CLOUDY WITH A CHANCE OF MEATBALLS

By Admin | September 20, 2009

We expect children’s fantasy tales to be about alternate worlds. The early Saturday-afternoon serials solidified this tradition, and once “Star Wars” had come along, the genre would never die. The otherworld children’s journey remains strong today (its flight captain often the cartoonish Brendan Fraser), with visual invention and effects mastery making it all the more desirable. Even the recent “WALL-E” uses the classical impulse for an ironic, whimsical science fiction journey.

As fun as the strange worlds may be, fantasy based on the everyday has a certain fondness about it. These tales are based on a child’s ability to look to the setting around them and, instead of daydreaming another world, see the mundane grow, transform into a playful landscape. The forgotten “Honey, I Shrunk the Kids” from 1989 – which, believe it or not, was dreamed up by a team including “Re-Animator’s” Stuart Gordon and Bryan Yuzna – lets the world grow large through the “Incredible Shrinking Man” mad science device. Regardless, it’s a playful adventure, made through a kid’s perspective. Spielberg, a fantastist much of the time, conceived his first take on “Peter Pan” as “The Goonies” (1985), in which a rag-tag gang of kids doesn’t board a spaceship (as do Joe Dante’s “Explorers” from the same year, or far worse, the kids in 1986’s “Space Camp”) but take a very curious nature-walk.

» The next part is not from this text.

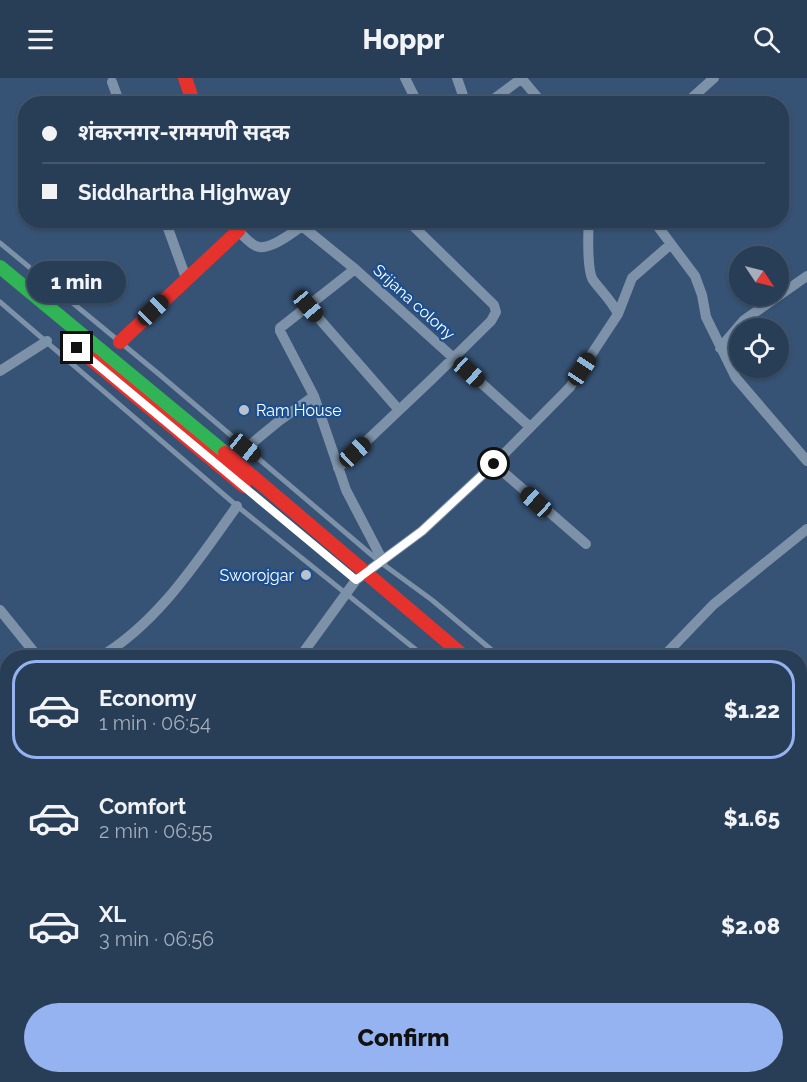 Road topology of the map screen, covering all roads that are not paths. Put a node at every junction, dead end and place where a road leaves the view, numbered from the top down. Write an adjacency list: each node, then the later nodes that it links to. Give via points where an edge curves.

The ordinary world turns into an imaginative playground in these films, showing the youthful impulse for the mind to wander before it settles into literalness in maturity.

“Cloudy with a Chance of Meatballs,” based on a popular 1978 book written by Judi Barrett and illustrated by Ron Barrett, uses two everyday elements to fuel a children’s whimsical tale: food (always on the verge of turning into a toy) and chemistry sets. Flint Lockwood (voiced by Bill Hader), a budding young scientist, avoids dutiful work for his dad in a depressed yet lovable sardine-producing community. Instead, Flint devises the means to create other foods – not such an amazing feat to kids in the audience, since parents’ cooking does the same with the help of supermarkets.

But when his machine blasts into the clouds by accident, and the sky begins hailing burgers, a coating of spaghetti, and anything else on order, the magic happens. The film’s design, not to be missed in 3D, maintains a storybook style while transcending it. A strange world appears from a sleepy town via the products of the kitchen, and the transformation brings surprising humor in lieu of just a prolonged food fight. The fantastic journey stems from the kids’ housebound daydreaming – dinner time is inescapable, after all.

Clint takes quite a journey, becoming the town’s new star – dethroning a now-grown baby sardine spokesman – as it sees an economic boom as a new tourist spot. The film touches on economic anxieties, as does a very different film from this summer, Sam Raimi’s “Drag Me To Hell”; as with that film, “Meatballs” doesn’t exploit it at all. The element is a little wink to the parents, as are a tasteful helping of allusions flying over the kids’ heads.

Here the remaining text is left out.